Hoje em dia eu fumo só um baseado por dia, que me deixa muito melhor do que quando eu tomava Rivotril. Às vezes, eu quero fumar mais e aviso aos meus filhos, aí eles se divertem e aproveitam para me zoar.
Eu confio nos meus filhos, e sei que se eles quiserem fumar maconha, em algum momento, eles vão me dizer antes
Se meus filhos tiverem uma exigência, cólica, enxaqueca, que eu puder tratar de maneira fitoterápica, não vou ser negligente. Agora se por acaso eles me disserem: "Ah, eu vou sair com meus amigos e quero fumar maconha", eu vou desaconselhar. Está cedo, porque há pesquisas científicas que dizem que não é bom fumar nessa idade, a gente se baseia na ciência e tem que confiar na ciência. E como eu comecei com 31 anos isso me dá uma legitimidade.
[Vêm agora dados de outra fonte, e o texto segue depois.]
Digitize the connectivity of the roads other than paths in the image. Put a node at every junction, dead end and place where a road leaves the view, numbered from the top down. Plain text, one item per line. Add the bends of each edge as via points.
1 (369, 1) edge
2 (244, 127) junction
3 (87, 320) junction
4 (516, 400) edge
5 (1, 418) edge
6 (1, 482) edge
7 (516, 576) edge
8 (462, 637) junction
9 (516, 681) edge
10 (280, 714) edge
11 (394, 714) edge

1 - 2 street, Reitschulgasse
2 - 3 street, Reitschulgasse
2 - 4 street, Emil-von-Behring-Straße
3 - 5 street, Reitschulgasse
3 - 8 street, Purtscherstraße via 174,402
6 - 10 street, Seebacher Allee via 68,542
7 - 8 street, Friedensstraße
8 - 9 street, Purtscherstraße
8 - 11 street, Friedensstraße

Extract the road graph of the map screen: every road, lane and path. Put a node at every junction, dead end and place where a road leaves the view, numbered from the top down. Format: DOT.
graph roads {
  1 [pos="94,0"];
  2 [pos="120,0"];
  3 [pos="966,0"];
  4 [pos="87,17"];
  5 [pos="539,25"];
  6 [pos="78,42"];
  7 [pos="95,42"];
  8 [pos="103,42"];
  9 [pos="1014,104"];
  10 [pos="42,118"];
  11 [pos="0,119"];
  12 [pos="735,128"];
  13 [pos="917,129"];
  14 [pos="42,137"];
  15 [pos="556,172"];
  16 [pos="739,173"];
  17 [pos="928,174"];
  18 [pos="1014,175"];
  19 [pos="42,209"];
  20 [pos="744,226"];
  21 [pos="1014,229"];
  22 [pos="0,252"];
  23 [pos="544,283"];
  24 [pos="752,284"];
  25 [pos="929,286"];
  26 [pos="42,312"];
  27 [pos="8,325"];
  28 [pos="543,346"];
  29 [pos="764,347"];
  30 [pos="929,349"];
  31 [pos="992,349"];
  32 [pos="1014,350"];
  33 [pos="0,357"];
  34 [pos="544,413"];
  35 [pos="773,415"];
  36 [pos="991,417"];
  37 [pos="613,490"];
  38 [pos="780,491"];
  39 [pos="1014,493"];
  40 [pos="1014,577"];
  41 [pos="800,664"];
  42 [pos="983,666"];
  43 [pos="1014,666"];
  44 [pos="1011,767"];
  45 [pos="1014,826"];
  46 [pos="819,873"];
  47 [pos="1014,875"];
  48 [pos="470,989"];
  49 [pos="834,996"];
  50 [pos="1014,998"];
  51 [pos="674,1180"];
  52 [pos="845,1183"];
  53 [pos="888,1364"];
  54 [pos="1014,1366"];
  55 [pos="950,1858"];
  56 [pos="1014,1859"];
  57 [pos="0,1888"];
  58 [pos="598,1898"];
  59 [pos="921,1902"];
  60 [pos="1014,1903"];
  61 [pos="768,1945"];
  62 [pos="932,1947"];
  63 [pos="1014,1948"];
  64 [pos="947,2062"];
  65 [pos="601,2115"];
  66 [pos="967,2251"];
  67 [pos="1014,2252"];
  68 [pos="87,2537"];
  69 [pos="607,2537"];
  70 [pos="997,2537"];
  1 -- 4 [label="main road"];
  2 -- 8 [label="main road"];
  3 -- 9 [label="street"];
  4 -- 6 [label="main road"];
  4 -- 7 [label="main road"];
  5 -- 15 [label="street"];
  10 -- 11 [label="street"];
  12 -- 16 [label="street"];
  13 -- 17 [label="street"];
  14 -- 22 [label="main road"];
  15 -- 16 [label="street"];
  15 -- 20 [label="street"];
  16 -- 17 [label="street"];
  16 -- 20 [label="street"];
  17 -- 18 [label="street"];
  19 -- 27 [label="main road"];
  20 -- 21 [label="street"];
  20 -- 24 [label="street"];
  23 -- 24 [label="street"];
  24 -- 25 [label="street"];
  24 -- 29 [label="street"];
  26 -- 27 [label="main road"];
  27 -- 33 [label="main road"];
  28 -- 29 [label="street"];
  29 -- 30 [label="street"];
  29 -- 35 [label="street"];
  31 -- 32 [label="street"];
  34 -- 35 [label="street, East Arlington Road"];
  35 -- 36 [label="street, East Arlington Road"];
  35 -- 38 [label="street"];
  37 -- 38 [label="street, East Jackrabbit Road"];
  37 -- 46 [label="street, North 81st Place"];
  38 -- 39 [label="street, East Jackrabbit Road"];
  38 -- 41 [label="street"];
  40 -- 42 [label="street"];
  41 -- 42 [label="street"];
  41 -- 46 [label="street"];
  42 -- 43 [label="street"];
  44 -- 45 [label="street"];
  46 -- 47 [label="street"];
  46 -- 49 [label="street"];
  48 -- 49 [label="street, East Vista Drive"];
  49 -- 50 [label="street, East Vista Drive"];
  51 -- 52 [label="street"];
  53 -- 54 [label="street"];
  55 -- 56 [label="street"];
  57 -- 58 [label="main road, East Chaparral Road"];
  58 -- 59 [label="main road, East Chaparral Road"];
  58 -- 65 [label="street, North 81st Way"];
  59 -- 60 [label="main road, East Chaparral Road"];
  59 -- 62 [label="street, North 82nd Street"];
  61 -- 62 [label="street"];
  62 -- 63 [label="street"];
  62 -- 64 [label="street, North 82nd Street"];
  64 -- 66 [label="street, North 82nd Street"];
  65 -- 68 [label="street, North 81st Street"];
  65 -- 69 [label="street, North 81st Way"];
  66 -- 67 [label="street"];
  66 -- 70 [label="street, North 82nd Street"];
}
Agora, se você me perguntar se com as informações que eu tenho hoje, se eu fumaria com 31 anos, eu diria que não, não fumaria. Eu usaria maconha mas não fumaria, porque adquiri um vício de fumar que não tinha antes, e fumar faz mal. E mesmo que faça óleo, mesmo que faça manteiga, gosto de fumar, isso infelizmente gostaria de rever. Infelizmente, já peguei esse mau hábito.